* Extracted records
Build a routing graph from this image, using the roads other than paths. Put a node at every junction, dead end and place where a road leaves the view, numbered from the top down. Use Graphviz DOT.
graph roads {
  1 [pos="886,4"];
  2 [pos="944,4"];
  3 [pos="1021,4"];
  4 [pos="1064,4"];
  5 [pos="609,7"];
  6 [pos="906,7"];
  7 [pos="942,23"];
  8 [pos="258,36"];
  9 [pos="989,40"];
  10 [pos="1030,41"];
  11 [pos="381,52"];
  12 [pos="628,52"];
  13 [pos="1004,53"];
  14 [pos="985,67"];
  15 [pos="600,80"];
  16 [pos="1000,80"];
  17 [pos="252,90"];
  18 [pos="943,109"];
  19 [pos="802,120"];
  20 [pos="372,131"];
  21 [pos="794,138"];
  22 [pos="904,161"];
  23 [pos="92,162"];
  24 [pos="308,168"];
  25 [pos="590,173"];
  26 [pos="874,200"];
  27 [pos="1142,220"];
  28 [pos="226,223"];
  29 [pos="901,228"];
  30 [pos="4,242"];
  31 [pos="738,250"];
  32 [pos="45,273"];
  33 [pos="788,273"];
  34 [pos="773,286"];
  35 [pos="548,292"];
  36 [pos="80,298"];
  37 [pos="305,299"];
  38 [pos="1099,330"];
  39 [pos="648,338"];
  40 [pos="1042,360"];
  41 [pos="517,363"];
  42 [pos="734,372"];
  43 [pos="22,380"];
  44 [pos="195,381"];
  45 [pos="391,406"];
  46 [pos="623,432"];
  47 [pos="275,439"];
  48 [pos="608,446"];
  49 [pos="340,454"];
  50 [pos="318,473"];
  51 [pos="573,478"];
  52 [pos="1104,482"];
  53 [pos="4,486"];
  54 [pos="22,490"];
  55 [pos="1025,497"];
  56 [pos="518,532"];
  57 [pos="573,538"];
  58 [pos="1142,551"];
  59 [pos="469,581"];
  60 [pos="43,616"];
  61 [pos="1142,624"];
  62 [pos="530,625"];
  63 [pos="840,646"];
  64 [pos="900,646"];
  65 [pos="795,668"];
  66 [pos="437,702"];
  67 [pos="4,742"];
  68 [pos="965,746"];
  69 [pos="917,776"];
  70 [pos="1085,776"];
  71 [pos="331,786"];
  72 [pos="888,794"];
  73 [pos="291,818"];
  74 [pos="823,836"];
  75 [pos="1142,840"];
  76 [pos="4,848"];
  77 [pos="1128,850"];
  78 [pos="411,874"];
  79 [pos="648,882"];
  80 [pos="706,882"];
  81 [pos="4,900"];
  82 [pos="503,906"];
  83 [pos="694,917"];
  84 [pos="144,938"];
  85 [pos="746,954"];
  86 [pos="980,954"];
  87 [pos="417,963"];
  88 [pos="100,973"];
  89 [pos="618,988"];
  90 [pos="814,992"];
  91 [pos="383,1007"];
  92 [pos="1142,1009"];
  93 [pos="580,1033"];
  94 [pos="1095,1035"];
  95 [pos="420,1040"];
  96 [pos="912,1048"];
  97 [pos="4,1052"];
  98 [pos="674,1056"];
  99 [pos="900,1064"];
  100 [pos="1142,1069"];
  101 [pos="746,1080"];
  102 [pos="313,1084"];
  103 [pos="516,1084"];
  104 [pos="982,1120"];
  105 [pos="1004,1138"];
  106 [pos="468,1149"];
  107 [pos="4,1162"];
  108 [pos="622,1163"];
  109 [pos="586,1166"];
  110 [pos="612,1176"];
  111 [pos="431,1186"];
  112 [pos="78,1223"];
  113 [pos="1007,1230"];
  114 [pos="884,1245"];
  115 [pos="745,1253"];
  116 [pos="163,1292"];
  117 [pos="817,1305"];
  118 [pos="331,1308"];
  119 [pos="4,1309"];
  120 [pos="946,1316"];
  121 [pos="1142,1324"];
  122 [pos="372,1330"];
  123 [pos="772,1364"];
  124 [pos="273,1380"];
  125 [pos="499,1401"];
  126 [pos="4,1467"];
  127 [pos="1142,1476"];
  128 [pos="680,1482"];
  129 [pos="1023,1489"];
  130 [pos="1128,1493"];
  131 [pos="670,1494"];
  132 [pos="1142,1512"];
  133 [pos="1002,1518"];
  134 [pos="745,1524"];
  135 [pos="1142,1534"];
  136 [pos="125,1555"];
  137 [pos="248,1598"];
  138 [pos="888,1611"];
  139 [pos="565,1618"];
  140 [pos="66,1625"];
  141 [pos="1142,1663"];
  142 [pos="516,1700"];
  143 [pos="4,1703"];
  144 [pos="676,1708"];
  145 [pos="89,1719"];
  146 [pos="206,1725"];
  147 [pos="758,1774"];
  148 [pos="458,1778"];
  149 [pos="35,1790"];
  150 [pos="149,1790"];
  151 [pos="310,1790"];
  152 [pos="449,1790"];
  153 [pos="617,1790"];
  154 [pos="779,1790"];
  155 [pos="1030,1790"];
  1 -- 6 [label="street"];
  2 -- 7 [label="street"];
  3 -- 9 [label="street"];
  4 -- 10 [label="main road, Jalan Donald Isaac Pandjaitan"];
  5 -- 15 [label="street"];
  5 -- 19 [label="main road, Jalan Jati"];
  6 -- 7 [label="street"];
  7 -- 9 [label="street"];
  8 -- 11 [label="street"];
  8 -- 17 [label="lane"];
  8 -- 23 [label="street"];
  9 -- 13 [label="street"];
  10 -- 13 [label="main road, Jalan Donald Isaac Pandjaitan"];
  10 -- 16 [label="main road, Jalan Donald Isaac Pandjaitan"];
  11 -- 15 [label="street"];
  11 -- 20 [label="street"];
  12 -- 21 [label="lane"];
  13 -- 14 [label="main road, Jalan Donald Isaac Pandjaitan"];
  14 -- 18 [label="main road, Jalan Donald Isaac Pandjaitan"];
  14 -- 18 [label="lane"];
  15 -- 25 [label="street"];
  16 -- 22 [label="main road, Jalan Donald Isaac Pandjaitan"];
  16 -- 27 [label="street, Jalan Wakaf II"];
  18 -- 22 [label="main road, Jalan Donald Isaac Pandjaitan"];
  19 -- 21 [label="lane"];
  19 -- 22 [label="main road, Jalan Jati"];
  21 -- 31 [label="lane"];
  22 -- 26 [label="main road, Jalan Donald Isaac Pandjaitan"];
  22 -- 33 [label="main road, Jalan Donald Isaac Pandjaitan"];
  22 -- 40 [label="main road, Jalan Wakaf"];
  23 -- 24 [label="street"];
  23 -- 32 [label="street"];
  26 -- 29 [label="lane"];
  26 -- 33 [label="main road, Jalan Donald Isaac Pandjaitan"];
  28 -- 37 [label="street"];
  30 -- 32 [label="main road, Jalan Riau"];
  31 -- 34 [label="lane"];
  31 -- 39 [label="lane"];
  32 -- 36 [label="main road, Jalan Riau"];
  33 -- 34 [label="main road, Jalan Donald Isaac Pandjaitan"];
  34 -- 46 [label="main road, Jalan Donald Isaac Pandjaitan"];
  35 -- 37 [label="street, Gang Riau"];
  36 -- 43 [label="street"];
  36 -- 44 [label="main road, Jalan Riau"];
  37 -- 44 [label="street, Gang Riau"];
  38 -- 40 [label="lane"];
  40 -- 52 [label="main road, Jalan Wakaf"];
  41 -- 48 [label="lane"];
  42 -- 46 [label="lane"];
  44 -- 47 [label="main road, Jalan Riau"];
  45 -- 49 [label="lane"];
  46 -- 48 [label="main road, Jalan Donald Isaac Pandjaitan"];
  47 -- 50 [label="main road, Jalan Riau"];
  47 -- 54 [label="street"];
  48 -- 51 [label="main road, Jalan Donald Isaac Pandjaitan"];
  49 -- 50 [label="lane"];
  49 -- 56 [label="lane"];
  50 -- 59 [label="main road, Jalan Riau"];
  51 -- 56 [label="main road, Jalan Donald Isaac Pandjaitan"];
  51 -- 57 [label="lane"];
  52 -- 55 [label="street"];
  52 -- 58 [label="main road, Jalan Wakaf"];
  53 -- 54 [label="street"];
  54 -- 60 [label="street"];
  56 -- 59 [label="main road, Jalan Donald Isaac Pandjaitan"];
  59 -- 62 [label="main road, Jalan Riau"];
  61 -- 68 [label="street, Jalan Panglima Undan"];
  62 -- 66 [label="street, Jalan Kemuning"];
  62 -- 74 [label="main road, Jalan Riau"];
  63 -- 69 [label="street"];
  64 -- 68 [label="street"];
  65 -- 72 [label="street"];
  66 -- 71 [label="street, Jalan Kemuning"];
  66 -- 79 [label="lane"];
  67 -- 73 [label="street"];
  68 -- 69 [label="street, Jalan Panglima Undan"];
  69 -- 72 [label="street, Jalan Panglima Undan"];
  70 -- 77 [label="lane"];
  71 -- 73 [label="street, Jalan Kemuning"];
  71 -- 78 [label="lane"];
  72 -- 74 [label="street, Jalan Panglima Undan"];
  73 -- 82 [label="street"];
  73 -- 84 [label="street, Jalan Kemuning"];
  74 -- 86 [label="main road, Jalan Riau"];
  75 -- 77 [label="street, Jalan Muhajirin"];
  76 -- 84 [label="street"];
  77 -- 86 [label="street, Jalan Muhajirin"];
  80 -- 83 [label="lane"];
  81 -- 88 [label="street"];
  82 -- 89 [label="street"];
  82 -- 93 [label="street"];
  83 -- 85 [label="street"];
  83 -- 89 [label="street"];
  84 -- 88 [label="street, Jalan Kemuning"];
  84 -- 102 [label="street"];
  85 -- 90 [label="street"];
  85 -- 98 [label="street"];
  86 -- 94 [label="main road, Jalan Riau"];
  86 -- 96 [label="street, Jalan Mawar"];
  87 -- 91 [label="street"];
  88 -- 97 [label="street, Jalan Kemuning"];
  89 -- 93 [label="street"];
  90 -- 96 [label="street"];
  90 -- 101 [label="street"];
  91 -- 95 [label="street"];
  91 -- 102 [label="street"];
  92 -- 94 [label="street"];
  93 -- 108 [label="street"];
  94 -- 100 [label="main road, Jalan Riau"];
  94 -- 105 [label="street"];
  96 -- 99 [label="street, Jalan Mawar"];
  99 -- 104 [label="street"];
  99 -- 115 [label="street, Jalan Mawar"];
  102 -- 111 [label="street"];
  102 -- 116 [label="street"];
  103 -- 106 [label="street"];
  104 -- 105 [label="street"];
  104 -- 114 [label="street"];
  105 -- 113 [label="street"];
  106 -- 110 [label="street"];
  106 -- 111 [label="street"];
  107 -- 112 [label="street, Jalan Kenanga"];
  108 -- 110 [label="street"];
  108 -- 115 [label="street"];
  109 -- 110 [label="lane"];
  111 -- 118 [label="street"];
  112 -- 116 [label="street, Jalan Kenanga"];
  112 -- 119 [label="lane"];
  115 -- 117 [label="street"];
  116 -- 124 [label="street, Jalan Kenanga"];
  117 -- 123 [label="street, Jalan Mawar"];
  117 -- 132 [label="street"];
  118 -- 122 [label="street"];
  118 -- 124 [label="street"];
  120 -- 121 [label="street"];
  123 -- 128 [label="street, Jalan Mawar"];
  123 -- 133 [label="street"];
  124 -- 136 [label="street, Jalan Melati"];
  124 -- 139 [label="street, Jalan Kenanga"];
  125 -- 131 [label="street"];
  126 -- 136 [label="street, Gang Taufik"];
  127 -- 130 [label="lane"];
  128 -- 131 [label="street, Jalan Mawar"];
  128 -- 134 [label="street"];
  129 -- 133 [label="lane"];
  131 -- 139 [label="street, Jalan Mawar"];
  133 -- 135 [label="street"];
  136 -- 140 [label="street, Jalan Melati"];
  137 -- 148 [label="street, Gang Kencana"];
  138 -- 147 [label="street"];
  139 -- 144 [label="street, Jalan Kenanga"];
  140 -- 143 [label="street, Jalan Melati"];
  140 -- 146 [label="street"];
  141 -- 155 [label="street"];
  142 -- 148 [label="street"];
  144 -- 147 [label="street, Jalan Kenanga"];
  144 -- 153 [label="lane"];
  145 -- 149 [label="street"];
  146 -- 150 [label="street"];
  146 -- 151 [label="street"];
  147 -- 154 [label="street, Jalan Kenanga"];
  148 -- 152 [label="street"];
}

* Task
From the data above, copy each line that has the string "graph".

* Answer space
Build a routing graph from this image, using the roads other than paths. Put a node at every junction, dead end and place where a road leaves the view, numbered from the top down. Use Graphviz DOT.
graph roads {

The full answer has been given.